By Tracey Webb [twitter-follow screen_name='WebbWriterguru']
Get your daily scoop of what State of the Union is watching today, October 23, 2013
1. Obamacare's troubles. The federal website to register millions of Americans for the Affordable Care Act, commonly known as Obamacare, is dominating headlines. CNN's Dr. Sanjay Gupta interviewed Health Secretary Kathleen Sebelius about the website's troubles and warnings that there could be problems. "We moved forward because millions of people have been waiting for health care insurance," Sebelius said.
2. Obama didn't know? Sebelius also told Gupta President Barack Obama was not aware of any significant problems until a "couple days" after the federal health website had been launched.
3. Not quite on the same page. Cracks are emerging among Democrats over the rollout over the key part of Obamacare. Sen. Jeanne Shaheen, D-New Hampshire, says the deadline to sign up for health care exchanges should be extended. "I ... fear that people that have tried and failed to enroll online may become frustrated and not return to the website at a later date," Shaheen wrote in a letter to Obama.
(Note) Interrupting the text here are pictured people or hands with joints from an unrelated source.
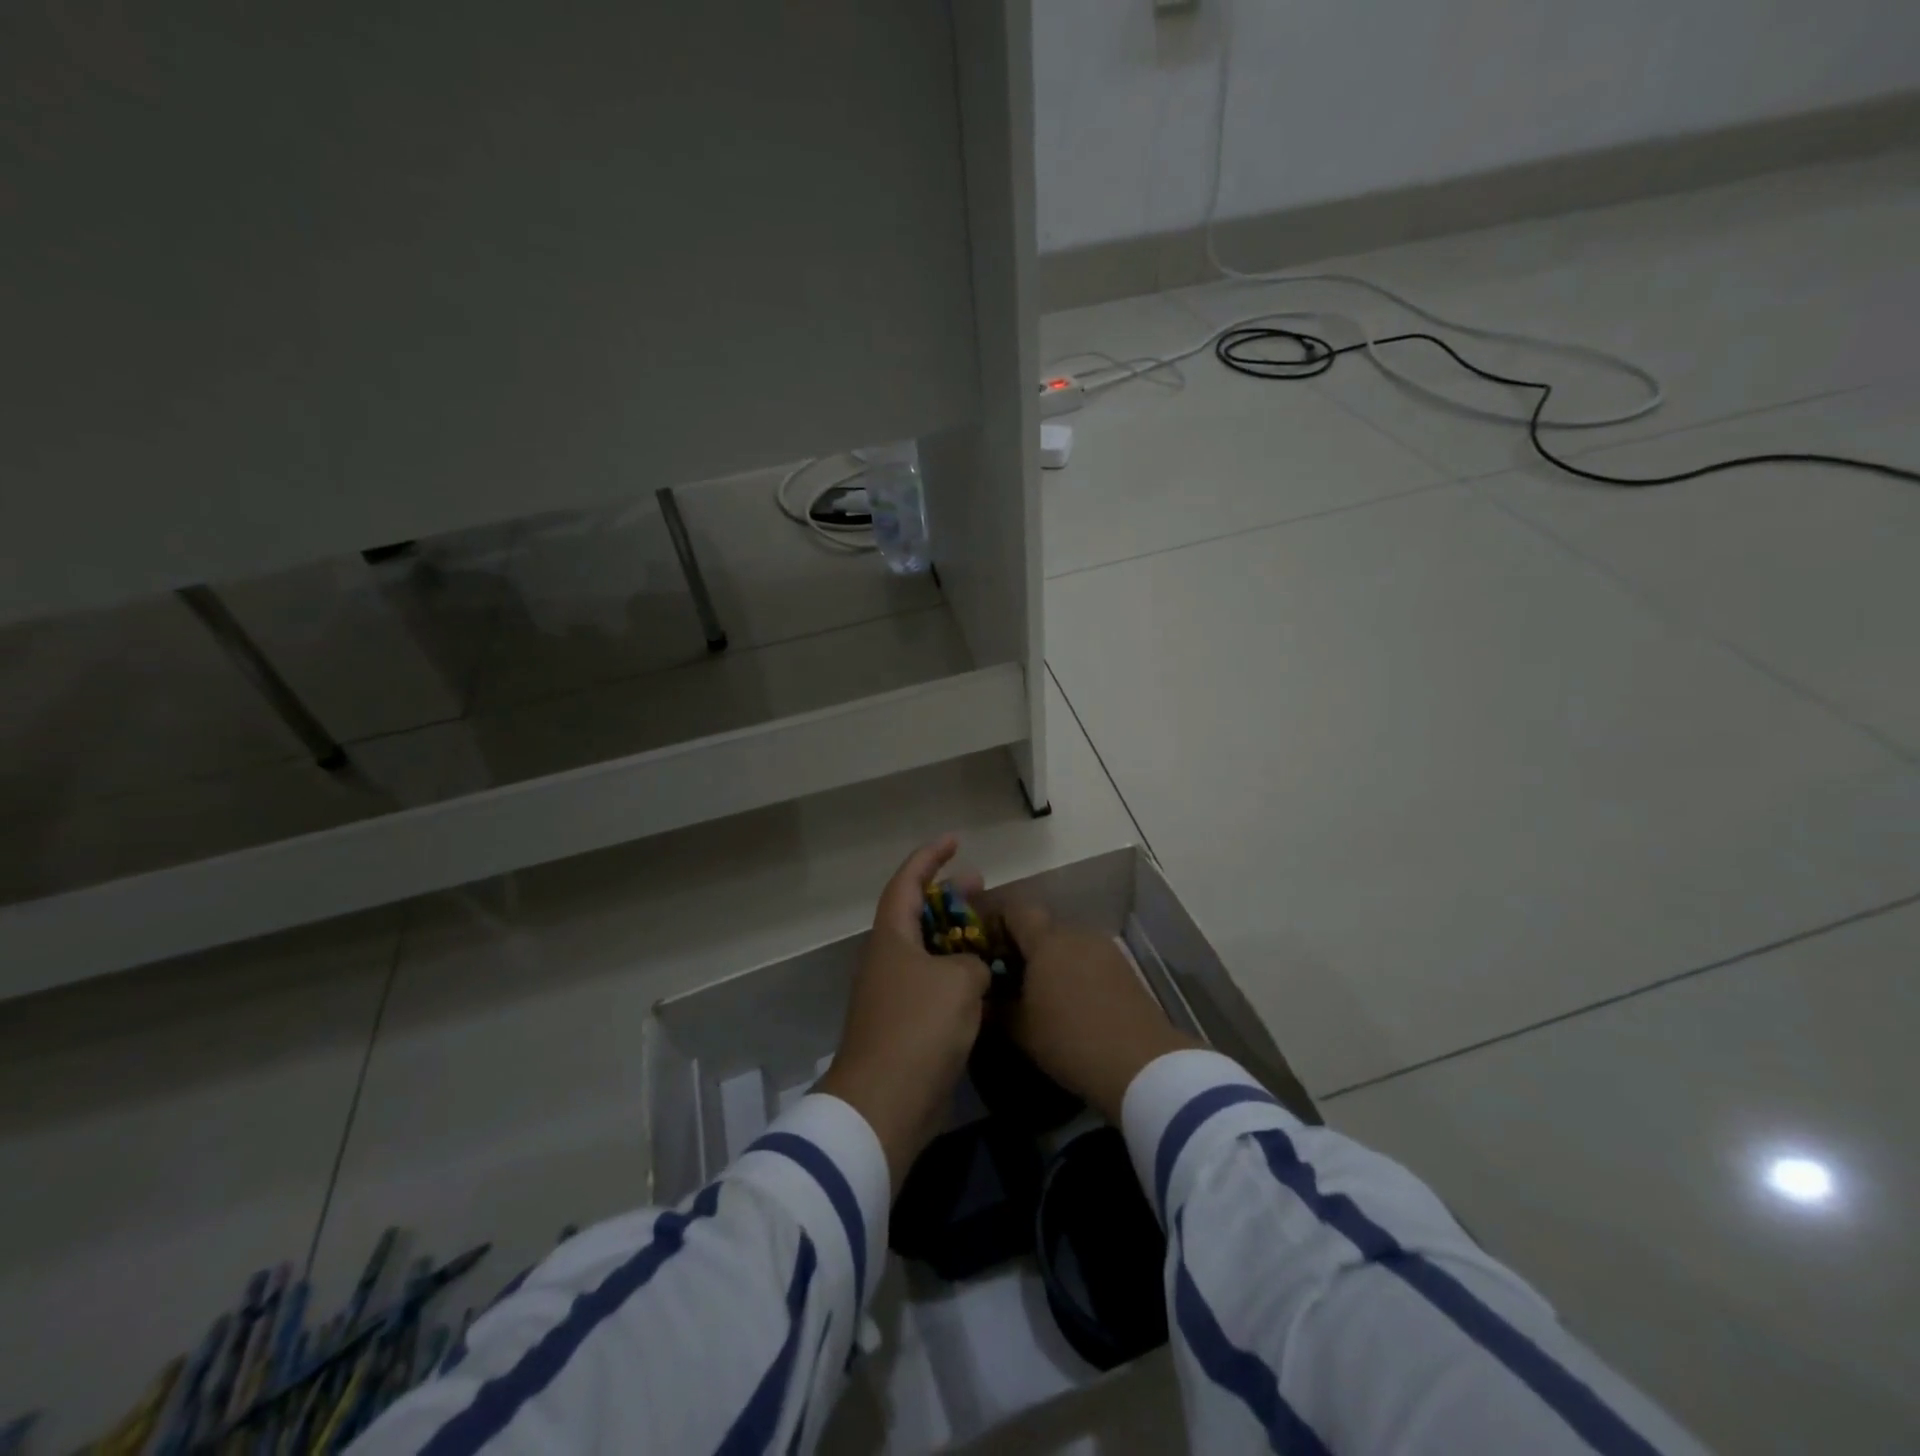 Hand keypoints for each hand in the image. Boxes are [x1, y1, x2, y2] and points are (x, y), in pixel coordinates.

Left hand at [818, 836, 989, 1189]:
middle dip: (950, 897)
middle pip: (918, 914)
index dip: (930, 857)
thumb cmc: (919, 1027)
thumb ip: (972, 962)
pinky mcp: (906, 1027)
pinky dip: (958, 978)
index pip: (908, 881)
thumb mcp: (959, 981)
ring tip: (991, 933)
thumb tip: (970, 971)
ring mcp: (894, 994)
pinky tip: (987, 983)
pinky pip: (934, 987)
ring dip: (958, 939)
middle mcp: (888, 959)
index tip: (955, 841)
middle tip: (982, 885)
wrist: (886, 1103)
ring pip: (929, 952)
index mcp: (891, 936)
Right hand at [995, 900, 1200, 1124]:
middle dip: (1022, 945)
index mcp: (1046, 940)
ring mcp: (1104, 949)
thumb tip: (981, 997)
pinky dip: (1073, 972)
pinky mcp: (1124, 969)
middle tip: (1005, 973)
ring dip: (1050, 960)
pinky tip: (1069, 1002)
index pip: (1015, 909)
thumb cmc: (1070, 1039)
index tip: (981, 942)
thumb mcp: (1020, 1029)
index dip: (995, 920)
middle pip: (1042, 927)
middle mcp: (1076, 934)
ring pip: (1067, 944)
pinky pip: (1088, 960)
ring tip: (1037, 992)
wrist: (1140, 1063)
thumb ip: (995, 1007)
But House Democratic leader Nancy Pelosi disagreed. "I think we should fix what we have, move forward with the deadline we have," Pelosi said. The Affordable Care Act currently requires enrollment by March 31, 2014.
4. Not all Tea Party favorites are popular. Texas Republicans are sticking by their man Sen. Ted Cruz, but Sen. Mike Lee can't say the same in Utah. Lee was a leader in the push to defund Obamacare that led to the 16-day partial government shutdown. Prominent Utah Republicans are criticizing Lee's non-compromising approach. "Business leaders that I talk to, many of whom supported him, would never support his re-election and in fact will work against him, myself included," Utah native and 2012 Romney campaign national finance chairman Spencer Zwick told the Washington Post.
5. Poll favors legalizing pot. A majority of Americans in one survey think marijuana use should be legal. According to a new Gallup poll, 58 percent think pot should be legalized, while 39 percent do not. Only 12 percent thought pot should be legal when Gallup first asked the question in 1969.